## Information shown
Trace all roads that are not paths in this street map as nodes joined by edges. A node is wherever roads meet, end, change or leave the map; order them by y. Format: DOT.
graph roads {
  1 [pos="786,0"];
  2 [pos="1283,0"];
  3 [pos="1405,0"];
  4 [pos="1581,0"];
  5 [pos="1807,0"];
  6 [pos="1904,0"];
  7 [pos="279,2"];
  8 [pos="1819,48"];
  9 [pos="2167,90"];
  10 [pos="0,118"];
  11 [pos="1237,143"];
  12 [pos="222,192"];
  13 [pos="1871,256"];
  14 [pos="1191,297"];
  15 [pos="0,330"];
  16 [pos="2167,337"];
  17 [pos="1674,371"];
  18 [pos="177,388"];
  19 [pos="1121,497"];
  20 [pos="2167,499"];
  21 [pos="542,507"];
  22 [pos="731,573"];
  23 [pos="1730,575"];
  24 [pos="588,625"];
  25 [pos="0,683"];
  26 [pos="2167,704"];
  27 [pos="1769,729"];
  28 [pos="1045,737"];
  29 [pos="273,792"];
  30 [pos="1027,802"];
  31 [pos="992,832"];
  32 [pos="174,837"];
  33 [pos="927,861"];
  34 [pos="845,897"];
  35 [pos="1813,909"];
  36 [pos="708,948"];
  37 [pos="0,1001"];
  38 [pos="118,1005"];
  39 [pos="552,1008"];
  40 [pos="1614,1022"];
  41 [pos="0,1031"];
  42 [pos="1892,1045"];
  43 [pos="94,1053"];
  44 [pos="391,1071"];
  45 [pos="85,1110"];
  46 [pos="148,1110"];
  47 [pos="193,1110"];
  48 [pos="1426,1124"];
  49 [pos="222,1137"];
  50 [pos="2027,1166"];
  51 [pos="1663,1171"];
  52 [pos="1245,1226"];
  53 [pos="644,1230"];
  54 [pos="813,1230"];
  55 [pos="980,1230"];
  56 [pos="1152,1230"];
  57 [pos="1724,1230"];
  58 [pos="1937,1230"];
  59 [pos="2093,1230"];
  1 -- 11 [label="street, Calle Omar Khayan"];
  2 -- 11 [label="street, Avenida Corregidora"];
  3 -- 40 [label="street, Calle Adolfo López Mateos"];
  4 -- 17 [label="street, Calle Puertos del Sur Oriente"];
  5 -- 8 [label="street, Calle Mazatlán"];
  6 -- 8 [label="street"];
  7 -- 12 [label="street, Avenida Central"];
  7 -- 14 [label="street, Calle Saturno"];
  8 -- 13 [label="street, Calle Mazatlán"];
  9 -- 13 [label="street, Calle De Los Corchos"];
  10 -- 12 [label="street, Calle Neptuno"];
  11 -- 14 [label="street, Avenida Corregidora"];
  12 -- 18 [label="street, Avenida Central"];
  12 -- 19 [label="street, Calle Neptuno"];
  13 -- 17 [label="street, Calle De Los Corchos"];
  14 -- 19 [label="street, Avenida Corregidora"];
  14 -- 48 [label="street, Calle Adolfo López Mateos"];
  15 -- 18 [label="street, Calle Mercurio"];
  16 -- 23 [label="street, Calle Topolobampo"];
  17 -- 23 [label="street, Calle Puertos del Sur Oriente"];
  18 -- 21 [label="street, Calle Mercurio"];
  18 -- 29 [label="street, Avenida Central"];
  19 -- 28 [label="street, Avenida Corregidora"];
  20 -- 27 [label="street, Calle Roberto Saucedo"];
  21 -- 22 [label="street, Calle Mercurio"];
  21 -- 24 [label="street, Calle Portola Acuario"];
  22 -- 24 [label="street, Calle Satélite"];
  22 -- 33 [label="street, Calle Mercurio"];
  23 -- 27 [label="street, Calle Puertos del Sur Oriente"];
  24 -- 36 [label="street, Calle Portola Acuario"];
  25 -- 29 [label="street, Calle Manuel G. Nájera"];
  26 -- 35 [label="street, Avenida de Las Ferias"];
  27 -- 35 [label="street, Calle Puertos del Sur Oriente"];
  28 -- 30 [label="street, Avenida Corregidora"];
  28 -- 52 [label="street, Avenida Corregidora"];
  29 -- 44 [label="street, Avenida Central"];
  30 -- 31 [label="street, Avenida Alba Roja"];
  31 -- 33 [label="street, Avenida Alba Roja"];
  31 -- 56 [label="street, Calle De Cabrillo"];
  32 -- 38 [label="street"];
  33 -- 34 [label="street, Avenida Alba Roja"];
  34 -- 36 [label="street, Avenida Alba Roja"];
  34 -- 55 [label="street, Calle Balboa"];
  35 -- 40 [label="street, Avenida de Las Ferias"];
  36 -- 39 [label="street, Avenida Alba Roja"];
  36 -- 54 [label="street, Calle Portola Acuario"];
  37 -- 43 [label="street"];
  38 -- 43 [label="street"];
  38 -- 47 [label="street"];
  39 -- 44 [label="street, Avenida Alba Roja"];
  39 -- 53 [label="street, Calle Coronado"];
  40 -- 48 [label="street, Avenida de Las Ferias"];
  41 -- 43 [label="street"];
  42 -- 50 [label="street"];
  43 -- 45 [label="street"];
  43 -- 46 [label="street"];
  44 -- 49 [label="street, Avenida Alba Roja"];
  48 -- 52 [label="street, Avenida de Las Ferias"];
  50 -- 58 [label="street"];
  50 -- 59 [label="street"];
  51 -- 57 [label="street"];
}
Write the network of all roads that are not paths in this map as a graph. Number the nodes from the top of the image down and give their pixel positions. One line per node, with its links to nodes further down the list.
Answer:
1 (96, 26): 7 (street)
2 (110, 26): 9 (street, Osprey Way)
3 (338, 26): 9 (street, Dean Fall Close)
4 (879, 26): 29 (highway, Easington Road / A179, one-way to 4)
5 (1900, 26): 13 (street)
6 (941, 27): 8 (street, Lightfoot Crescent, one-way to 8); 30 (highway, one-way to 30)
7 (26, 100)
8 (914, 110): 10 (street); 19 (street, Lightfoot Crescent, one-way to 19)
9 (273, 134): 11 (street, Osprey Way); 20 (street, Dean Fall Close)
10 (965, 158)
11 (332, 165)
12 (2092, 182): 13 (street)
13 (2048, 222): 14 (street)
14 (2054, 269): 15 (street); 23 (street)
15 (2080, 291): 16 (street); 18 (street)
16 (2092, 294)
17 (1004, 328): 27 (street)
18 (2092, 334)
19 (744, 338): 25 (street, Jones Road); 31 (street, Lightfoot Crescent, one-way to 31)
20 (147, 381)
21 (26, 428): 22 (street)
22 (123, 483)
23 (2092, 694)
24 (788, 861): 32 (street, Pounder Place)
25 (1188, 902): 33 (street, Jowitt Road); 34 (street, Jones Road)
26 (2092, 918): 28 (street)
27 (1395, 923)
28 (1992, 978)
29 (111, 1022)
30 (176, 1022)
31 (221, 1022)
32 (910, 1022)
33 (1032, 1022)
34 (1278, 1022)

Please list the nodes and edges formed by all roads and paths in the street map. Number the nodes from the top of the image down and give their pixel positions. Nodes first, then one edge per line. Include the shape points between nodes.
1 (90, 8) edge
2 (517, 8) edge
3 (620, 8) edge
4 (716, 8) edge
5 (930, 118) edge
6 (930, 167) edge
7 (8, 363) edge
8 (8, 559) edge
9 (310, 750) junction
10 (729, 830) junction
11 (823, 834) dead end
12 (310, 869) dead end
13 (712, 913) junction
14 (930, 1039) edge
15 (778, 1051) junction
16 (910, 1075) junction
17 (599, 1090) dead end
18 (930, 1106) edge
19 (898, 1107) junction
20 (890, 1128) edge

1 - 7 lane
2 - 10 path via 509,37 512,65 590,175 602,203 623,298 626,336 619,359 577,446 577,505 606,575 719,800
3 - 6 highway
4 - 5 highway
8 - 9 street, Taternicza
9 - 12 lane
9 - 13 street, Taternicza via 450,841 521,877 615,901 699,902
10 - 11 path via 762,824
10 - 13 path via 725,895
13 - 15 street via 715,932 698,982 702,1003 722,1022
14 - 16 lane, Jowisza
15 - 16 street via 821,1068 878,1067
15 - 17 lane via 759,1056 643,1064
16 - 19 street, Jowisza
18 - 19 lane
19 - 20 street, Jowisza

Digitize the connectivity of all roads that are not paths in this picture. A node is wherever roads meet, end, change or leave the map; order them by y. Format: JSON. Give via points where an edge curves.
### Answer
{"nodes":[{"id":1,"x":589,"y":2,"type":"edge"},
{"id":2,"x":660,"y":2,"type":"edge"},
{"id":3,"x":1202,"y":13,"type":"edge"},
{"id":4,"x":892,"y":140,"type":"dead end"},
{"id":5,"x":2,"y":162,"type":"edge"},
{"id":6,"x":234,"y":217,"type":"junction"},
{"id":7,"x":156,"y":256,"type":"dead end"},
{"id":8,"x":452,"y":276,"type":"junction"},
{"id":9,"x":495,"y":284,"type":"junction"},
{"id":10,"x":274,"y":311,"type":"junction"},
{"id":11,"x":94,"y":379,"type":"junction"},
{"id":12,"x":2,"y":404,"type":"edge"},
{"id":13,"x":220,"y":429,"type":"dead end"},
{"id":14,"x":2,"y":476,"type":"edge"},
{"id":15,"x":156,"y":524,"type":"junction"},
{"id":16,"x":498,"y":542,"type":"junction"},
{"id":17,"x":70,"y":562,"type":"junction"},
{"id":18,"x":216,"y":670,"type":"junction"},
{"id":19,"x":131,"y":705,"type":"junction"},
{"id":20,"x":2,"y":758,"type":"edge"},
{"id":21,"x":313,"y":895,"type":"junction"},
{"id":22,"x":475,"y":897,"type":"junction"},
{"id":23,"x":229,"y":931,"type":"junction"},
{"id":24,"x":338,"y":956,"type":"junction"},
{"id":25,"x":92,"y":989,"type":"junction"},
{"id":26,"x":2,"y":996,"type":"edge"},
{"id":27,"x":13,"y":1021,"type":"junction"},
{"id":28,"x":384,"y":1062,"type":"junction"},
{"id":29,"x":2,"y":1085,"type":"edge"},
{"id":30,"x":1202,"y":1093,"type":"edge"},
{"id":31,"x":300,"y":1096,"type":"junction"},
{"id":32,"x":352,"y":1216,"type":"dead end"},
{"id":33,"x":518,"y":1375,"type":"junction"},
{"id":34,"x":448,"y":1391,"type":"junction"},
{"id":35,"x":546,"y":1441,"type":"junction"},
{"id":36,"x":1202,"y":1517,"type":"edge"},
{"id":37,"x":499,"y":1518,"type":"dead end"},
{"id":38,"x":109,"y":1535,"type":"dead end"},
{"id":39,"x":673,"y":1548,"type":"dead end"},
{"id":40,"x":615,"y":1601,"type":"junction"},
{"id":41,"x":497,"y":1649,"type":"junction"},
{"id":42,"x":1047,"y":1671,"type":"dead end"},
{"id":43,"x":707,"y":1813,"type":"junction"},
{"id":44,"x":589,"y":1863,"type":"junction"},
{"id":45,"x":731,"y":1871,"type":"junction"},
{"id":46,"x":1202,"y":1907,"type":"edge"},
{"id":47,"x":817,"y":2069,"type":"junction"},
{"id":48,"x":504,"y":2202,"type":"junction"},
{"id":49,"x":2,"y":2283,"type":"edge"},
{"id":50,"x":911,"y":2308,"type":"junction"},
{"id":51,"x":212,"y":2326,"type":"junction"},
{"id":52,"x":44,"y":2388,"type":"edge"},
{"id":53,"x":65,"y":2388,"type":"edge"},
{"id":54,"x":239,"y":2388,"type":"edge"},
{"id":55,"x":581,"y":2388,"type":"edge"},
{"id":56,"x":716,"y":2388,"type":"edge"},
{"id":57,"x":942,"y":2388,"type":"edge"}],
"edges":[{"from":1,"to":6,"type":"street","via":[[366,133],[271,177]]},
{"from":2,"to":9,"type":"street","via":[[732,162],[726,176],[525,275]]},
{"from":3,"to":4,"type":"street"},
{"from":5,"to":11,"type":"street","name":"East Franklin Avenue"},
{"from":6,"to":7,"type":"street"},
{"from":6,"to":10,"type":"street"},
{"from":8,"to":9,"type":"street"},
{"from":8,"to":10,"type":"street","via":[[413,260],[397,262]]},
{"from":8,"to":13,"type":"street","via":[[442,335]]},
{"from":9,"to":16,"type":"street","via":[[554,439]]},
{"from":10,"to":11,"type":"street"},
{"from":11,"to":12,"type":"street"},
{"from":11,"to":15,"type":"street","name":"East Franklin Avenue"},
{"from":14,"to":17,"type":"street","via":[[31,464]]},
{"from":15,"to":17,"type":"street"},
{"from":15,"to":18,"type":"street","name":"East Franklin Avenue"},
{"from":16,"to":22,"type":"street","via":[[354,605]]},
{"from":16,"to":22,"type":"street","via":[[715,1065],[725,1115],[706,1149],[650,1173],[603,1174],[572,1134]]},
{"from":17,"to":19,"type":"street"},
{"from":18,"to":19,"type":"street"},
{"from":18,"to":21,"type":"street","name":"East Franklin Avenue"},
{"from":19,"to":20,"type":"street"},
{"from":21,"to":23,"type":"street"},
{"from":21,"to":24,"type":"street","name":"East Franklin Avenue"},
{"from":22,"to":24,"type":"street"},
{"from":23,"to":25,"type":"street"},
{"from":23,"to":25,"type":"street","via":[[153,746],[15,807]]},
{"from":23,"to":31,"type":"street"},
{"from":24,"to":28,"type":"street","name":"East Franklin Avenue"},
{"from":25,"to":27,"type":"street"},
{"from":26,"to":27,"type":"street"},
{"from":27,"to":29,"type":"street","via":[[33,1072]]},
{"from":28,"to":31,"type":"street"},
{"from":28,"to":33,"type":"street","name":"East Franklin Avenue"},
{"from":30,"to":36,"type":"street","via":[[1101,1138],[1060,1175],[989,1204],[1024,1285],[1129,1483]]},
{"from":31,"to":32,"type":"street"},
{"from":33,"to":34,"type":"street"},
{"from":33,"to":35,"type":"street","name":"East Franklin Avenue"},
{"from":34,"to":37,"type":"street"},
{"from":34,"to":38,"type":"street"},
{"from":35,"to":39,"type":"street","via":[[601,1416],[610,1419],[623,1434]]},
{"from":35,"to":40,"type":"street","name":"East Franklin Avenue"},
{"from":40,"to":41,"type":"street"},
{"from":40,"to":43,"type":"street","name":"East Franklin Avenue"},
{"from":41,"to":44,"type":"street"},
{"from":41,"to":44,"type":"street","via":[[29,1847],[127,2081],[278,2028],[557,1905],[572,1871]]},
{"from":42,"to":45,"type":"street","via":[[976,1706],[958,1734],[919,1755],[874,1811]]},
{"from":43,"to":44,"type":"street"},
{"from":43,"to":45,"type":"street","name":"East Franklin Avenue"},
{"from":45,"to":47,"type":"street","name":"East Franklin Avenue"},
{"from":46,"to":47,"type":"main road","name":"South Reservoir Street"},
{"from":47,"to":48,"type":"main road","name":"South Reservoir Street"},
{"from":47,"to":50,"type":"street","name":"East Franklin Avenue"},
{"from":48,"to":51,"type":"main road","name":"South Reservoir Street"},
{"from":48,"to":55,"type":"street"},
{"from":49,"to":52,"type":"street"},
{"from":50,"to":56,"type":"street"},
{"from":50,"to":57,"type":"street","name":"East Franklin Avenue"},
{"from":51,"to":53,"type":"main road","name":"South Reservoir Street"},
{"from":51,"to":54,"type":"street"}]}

## What needs to be done
Search the material above for the word "Mateos", then copy out each line that has it.

## Result of the exercise
  3 -- 40 [label="street, Calle Adolfo López Mateos"];
  14 -- 48 [label="street, Calle Adolfo López Mateos"];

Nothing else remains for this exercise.